Readers of this blog learned here on February 12 that Chris Christie of New Jersey told Republicans in Iowa that he had “grave concerns” about the Common Core. Today, the Washington Post ran the story, with some juicy additional details.


How did I get the news before the Washington Post? The blog has readers in Iowa who sent the story as soon as it happened. Thanks to all readers for being my eyes and ears across the nation!


Reporter Lyndsey Layton pulled out this fabulous quote from Governor Christie’s recent past:


And Christie’s Feb. 9 comments about the Obama administration were quite different from what he said 18 months ago, when he appeared in Las Vegas at a summit organized by KIPP, a national chain of charter schools. Christie, who supports charter schools, was interviewed at the summit by David Bradley, the owner of the Atlantic Media Company.

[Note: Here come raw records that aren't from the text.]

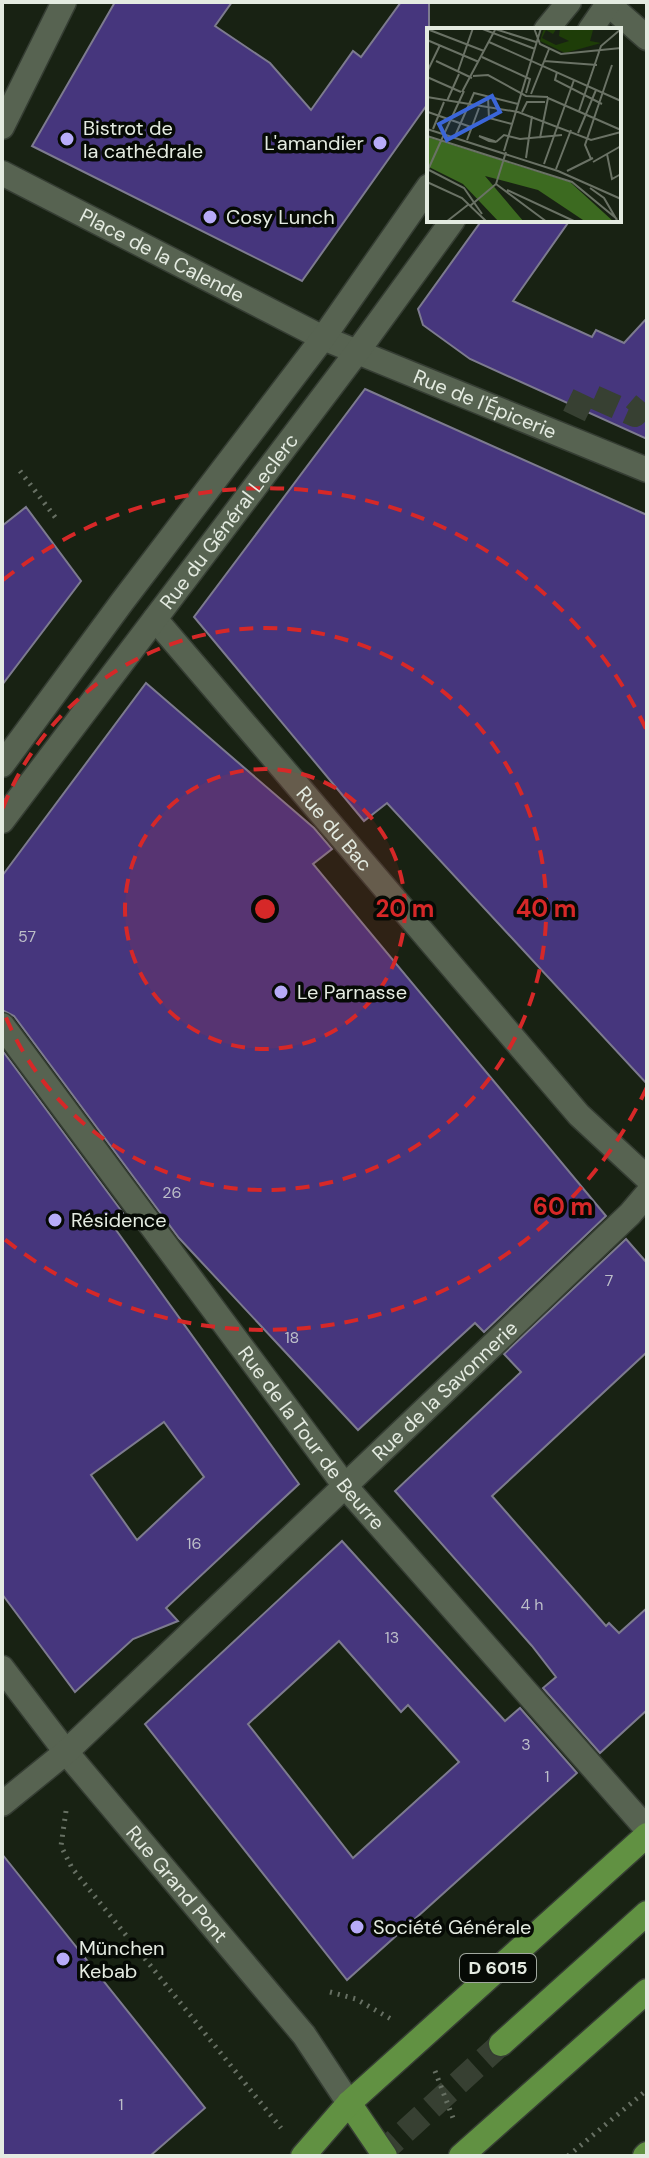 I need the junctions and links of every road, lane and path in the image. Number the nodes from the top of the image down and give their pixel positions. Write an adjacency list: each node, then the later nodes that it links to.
1 (64, 2): 7 (street)
2 (569, 2): 4 (street)
3 (607, 3): 5 (street); 6 (street)
4 (548, 28)
5 (591, 28)
6 (647, 38)
7 (2, 127)
8 (2, 173): 11 (street, Place de la Calende)
9 (427, 189): 11 (street, Rue du Général Leclerc)
10 (452, 222): 12 (street, Rue du Général Leclerc)
11 (323, 338): 12 (street, Rue de l'Épicerie); 17 (street, Rue du Général Leclerc)
12 (357, 352): 13 (street, Rue de l'Épicerie); 16 (street, Rue du Général Leclerc)
13 (647, 470)
14 (20, 471): 15 (path)
15 (58, 521)
16 (155, 619): 18 (street, Rue du Général Leclerc); 20 (street, Rue du Bac)
17 (2, 765)
18 (2, 821)
19 (2, 1025): 22 (street, Rue de la Tour de Beurre)
20 (647, 1178)
21 (647, 1194): 22 (street, Rue de la Savonnerie)
22 (345, 1486): 24 (street, Rue de la Savonnerie); 26 (street, Rue de la Tour de Beurre)
23 (2, 1668): 24 (street, Rue Grand Pont)
24 (58, 1758): 25 (street, Rue de la Savonnerie); 34 (street, Rue Grand Pont); 35 (path)
25 (2, 1804)
26 (647, 1832): 34 (main road, D 6015)
27 (647, 1913): 31 (main road, D 6015)
28 (647, 1991): 39 (main road)
29 (330, 1992): 30 (path)
30 (391, 2019)
31 (501, 2044)
32 (434, 2066): 36 (path)
33 (647, 2090): 40 (path)
34 (349, 2103): 37 (main road, D 6015); 38 (main road)
35 (275, 2121)
36 (456, 2123)
37 (303, 2156)
38 (385, 2156)
39 (461, 2156)
40 (568, 2156)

This is what Christie said at the August 2013 event:


“We’re doing Common Core in New Jersey and we’re going to continue. And this is one of those areas where I’ve agreed more with the president than not, and with (Education) Secretary (Arne) Duncan. They haven’t been perfect on this but they’ve been better than a lot of folks have been in terms of the reform movement and I think that part of the Republican opposition that you see in some corners of Congress is a reaction, that knee-jerk reaction you see that’s happening in Washington right now, that if the president likes something, the Republicans in Congress don’t and if the Republicans in Congress like something, the president doesn’t. It is this mindset in D.C. right now that says we have to be at war constantly because to not be at war is to show weakness and to show weakness is to lead to failure and I just don’t buy that.”


A spokesman for Christie did not respond to a request on Tuesday for an explanation of the change of position.


An interesting sidelight of the story in the Post:


Though Christie alleges it has been a federal problem, the federal government plays no role in implementing academic standards: It is prohibited by law from getting involved in curriculum decisions or teaching methods.


So, class, how many think that the Obama administration’s Race to the Top “played no role” in promoting the Common Core? How many think that federally-funded tests (PARCC and SBAC) have no bearing on curriculum decisions and teaching methods?


A show of hands?


Meanwhile, back in the Garden State (aka New Jersey), parents and teachers are in open rebellion against the PARCC testing of Common Core. Will Governor Christie speak up?